··· Input records

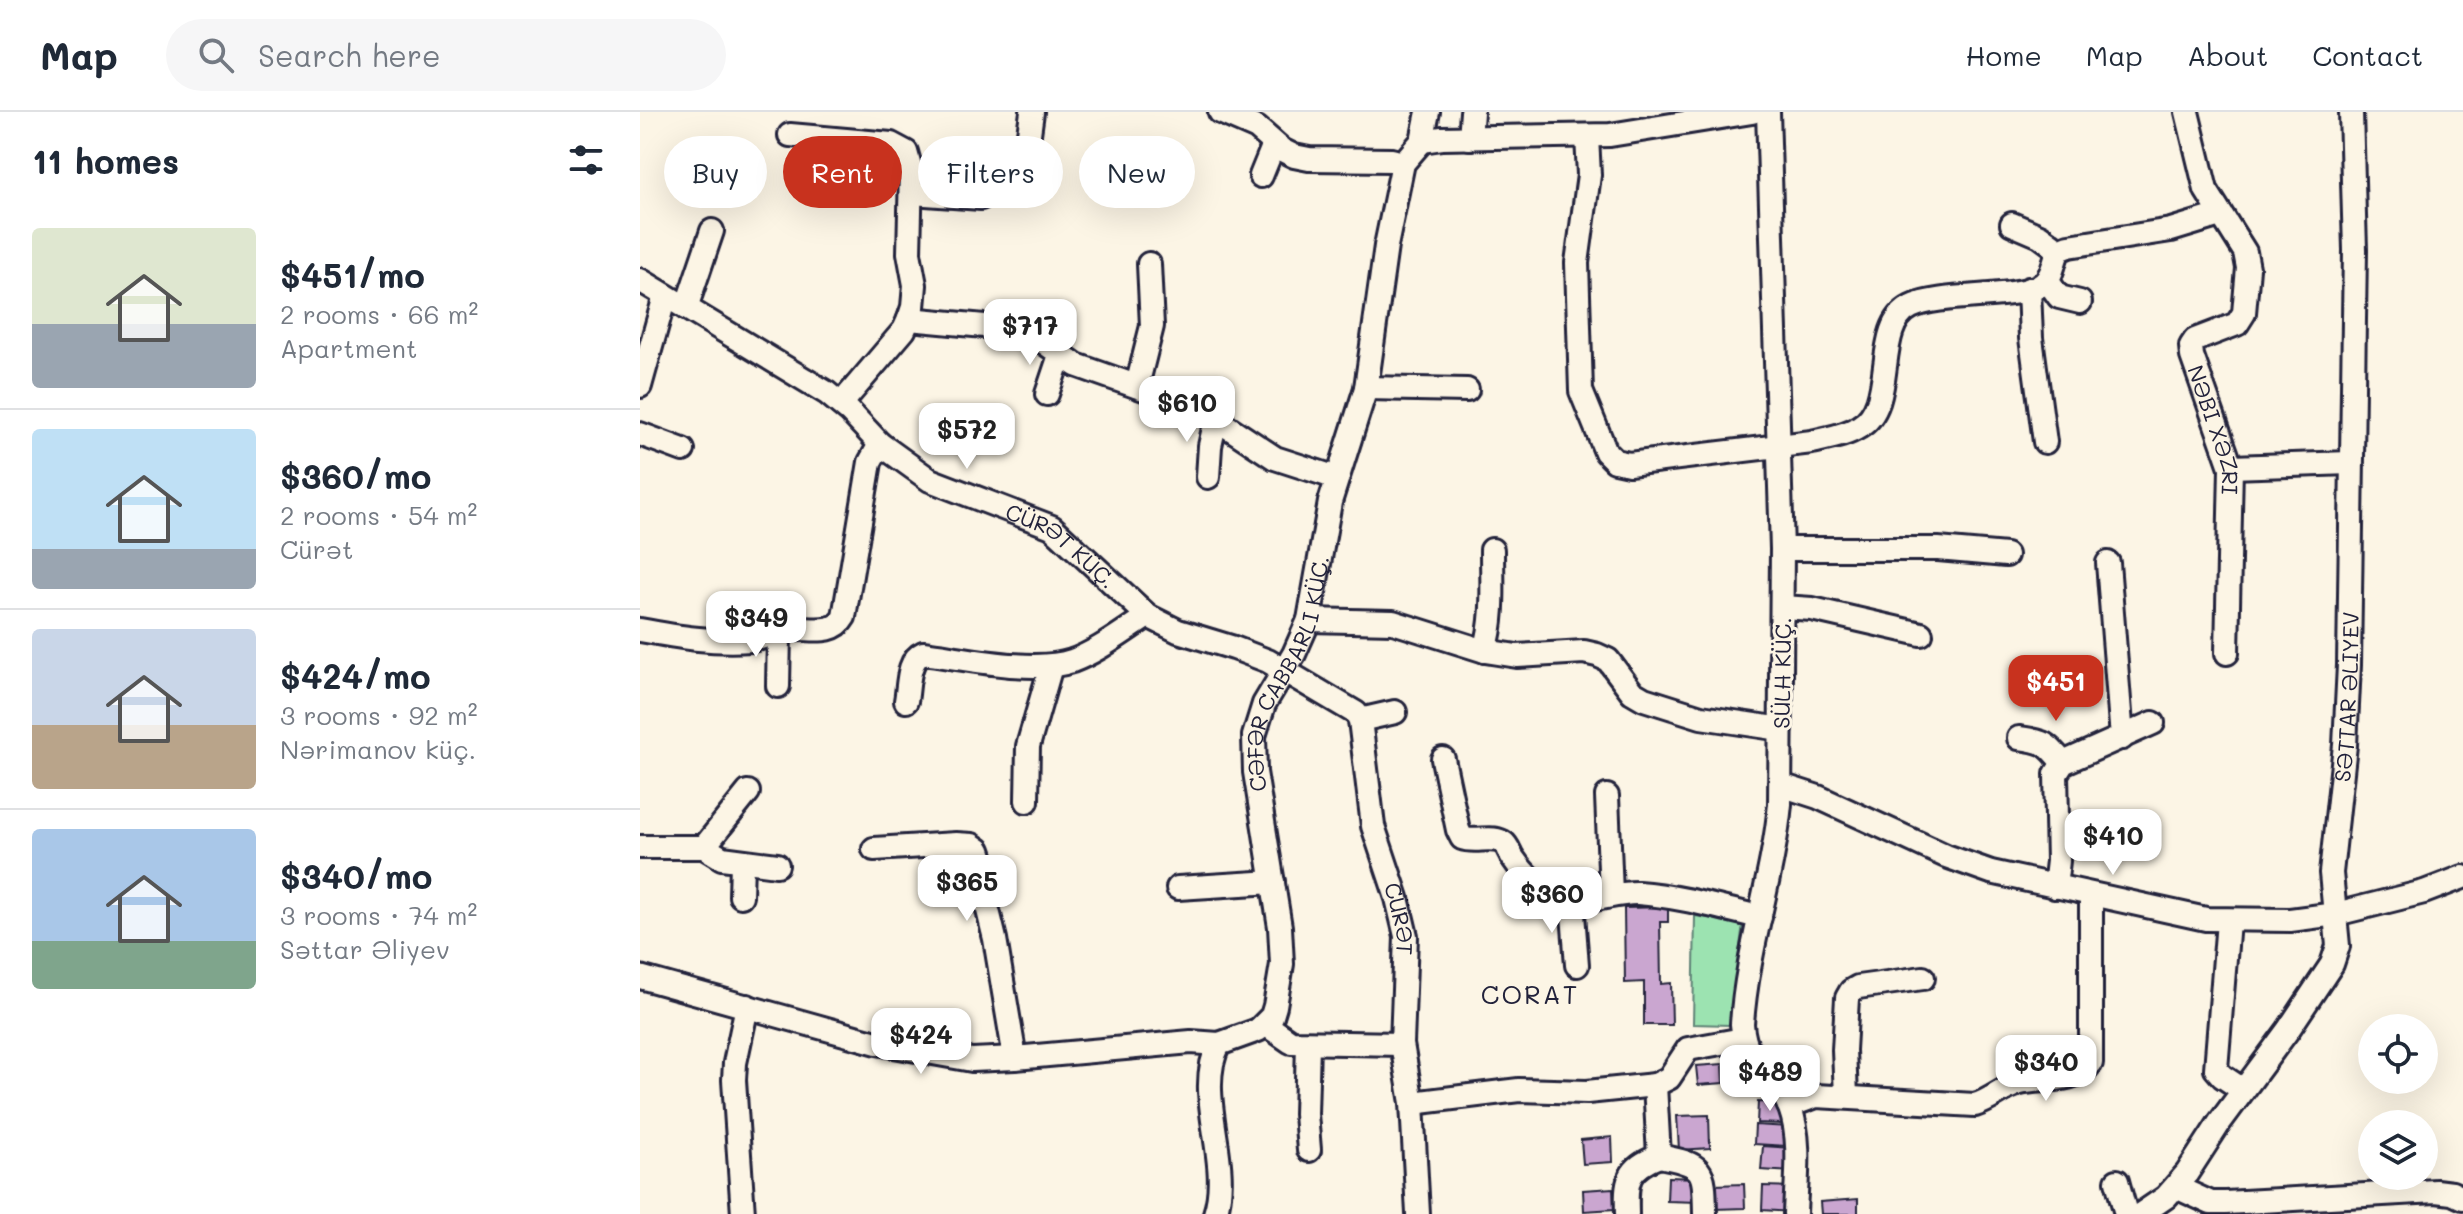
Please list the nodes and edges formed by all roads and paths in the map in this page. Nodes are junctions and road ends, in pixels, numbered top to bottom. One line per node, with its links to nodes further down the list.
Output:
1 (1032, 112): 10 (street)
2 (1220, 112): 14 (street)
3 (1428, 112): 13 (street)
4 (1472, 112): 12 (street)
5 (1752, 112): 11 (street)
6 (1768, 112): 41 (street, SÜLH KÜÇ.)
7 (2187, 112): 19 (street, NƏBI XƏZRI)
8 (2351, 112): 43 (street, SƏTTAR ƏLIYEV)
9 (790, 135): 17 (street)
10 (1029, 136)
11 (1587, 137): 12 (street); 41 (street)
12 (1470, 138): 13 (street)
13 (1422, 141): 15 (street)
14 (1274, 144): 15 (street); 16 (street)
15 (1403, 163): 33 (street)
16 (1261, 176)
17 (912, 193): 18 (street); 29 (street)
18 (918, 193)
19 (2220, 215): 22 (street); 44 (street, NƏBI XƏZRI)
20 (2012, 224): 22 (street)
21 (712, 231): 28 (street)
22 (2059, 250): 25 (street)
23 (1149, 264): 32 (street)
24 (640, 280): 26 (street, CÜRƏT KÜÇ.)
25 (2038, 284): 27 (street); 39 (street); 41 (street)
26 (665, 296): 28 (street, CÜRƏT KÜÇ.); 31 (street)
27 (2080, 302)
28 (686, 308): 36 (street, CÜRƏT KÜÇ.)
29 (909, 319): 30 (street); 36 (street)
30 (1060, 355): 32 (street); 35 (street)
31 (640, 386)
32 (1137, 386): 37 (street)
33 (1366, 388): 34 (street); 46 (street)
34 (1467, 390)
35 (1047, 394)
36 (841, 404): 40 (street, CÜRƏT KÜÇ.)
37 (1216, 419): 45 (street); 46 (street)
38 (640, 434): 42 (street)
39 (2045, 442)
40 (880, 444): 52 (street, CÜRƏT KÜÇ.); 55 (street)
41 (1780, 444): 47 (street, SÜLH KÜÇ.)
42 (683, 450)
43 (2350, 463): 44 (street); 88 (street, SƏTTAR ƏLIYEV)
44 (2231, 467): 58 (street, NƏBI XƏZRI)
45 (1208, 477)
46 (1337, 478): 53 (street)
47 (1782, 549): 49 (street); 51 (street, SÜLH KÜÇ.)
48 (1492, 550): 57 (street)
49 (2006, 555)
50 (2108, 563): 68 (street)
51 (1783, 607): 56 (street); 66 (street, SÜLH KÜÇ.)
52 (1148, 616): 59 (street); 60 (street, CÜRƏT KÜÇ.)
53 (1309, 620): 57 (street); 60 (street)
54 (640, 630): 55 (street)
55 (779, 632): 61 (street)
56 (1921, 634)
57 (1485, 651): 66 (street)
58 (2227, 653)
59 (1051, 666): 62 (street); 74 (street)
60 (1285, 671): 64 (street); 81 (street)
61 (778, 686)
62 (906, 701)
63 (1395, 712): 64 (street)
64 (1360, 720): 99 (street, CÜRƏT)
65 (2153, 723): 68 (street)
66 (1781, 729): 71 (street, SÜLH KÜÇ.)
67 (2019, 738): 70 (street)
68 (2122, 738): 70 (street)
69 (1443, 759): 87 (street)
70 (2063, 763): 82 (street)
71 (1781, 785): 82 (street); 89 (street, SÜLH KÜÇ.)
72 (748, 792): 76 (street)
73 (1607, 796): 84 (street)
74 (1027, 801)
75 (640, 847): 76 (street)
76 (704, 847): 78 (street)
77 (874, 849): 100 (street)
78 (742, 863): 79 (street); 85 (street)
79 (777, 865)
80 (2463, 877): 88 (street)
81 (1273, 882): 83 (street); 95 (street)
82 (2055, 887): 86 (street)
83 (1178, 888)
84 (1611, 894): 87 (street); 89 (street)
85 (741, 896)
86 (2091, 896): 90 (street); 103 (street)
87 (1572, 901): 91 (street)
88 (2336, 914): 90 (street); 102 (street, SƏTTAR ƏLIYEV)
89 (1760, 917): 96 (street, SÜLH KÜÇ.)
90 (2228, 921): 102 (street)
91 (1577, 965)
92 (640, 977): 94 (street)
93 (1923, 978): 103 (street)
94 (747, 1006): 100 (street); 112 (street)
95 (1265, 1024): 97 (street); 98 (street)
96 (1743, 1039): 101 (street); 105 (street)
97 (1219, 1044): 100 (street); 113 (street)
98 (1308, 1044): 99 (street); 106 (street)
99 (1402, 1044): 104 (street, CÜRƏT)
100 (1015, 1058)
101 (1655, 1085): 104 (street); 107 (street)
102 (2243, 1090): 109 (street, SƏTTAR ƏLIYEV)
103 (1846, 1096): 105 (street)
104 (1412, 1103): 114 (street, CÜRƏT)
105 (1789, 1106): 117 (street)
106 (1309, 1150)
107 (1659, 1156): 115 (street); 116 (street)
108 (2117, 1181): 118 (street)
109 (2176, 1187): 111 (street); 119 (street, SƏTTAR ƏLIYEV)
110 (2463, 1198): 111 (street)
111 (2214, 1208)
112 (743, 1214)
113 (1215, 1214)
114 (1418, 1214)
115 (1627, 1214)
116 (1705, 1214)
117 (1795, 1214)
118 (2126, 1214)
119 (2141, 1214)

······
··· Input records

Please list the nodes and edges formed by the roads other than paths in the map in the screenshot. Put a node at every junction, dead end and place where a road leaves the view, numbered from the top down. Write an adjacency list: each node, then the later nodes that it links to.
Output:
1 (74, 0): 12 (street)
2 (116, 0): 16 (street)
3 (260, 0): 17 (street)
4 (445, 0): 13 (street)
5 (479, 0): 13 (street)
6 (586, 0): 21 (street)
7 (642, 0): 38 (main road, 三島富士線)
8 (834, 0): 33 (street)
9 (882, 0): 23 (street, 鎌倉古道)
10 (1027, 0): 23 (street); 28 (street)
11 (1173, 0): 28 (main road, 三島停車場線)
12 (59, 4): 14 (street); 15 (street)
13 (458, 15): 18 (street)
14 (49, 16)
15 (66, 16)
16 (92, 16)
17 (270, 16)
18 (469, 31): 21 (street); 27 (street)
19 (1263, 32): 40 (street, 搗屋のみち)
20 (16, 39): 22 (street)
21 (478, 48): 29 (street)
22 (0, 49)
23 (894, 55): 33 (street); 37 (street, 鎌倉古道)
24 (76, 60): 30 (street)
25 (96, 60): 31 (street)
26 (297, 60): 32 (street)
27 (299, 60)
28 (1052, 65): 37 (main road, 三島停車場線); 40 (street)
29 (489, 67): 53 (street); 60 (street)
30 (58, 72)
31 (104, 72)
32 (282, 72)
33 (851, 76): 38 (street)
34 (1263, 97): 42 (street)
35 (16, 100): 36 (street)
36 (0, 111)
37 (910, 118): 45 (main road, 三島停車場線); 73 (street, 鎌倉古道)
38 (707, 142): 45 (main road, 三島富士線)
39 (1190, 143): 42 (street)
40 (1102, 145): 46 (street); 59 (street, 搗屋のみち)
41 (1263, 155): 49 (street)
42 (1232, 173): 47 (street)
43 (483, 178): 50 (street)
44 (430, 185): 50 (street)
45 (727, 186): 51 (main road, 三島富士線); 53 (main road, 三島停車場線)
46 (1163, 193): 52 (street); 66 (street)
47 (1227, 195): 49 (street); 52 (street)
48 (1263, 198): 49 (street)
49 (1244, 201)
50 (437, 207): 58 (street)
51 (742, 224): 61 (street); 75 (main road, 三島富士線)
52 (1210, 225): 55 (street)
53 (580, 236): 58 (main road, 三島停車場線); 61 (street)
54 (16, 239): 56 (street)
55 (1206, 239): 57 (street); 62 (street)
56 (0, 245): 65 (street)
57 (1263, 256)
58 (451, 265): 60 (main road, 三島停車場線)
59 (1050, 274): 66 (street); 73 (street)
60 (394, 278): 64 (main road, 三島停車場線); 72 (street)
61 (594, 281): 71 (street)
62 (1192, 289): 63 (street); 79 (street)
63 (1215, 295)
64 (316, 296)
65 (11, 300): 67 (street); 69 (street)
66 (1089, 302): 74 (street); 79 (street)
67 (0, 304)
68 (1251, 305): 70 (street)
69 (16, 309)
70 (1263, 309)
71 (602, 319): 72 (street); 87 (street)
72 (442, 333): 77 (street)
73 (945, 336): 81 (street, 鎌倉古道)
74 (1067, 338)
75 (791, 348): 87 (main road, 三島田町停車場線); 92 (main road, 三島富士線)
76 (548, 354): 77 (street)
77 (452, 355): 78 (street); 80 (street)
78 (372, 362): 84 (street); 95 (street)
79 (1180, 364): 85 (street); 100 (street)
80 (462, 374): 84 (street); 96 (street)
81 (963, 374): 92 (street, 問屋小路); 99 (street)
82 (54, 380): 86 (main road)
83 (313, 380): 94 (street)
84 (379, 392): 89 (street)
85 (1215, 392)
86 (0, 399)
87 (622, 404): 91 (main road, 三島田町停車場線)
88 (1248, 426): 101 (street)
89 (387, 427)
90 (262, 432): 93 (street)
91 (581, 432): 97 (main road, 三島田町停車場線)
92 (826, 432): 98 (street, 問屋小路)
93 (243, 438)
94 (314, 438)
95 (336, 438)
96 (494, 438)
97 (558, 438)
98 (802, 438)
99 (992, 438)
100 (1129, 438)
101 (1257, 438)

······

▶ Aim of the exercise
Taking the lines above one at a time, give the number of them that contain the string "numbered". Add nothing else.

▶ Output for this exercise
2